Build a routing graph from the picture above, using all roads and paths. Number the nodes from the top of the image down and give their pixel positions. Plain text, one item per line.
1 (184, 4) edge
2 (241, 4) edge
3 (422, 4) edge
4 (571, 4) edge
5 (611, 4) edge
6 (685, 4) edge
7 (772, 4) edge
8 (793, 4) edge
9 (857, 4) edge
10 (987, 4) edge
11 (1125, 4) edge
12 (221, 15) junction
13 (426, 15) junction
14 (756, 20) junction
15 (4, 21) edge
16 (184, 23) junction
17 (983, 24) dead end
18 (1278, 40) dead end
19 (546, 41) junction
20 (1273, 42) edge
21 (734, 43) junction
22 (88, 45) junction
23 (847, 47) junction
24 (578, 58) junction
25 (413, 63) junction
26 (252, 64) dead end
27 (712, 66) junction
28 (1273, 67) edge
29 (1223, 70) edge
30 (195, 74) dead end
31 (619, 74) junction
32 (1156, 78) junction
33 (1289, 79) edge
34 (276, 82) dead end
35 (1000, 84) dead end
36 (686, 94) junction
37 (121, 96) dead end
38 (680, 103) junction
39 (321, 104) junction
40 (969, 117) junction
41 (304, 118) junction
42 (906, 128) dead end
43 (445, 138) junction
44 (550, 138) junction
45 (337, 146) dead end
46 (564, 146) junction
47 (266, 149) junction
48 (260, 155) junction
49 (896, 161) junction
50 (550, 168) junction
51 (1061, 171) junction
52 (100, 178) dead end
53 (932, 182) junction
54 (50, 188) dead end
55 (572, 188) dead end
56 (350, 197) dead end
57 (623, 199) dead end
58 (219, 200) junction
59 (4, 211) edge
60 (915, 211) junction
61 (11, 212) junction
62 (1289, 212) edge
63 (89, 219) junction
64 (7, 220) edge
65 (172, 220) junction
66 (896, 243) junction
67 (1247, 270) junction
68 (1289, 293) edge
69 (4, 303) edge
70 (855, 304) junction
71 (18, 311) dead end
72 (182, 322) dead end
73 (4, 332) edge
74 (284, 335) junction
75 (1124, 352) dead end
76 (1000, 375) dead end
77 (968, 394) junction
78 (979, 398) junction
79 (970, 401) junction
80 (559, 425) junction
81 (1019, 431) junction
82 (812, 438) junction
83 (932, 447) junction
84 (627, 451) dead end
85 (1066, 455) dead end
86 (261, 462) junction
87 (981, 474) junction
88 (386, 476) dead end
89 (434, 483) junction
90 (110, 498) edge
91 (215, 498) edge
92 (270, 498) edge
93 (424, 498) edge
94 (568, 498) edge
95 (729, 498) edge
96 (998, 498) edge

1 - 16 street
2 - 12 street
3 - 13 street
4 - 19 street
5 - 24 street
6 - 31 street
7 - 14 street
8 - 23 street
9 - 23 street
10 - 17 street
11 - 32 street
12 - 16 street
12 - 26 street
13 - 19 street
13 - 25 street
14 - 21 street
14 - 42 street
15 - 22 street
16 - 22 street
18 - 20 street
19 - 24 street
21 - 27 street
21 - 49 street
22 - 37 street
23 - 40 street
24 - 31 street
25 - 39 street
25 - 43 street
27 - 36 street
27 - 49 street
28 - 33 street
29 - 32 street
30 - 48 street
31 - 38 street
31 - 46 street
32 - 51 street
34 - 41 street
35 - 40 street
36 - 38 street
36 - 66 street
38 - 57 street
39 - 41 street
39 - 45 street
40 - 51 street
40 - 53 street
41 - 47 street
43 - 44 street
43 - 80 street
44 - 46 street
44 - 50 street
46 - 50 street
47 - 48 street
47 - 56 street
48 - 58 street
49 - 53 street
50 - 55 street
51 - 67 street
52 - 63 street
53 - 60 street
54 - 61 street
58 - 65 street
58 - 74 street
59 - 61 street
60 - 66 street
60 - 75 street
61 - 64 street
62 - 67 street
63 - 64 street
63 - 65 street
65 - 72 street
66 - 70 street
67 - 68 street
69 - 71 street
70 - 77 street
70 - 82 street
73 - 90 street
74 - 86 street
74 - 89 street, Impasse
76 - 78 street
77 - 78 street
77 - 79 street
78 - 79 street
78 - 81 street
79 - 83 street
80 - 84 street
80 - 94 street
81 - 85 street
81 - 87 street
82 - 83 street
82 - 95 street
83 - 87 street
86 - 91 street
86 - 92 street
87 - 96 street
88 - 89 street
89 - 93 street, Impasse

◆ ◆ ◆ ◆ ◆

### Task statement:
Copy whichever lines of the records above contain the word "Impasse".

### Written answer:
74 - 89 street, Impasse
89 - 93 street, Impasse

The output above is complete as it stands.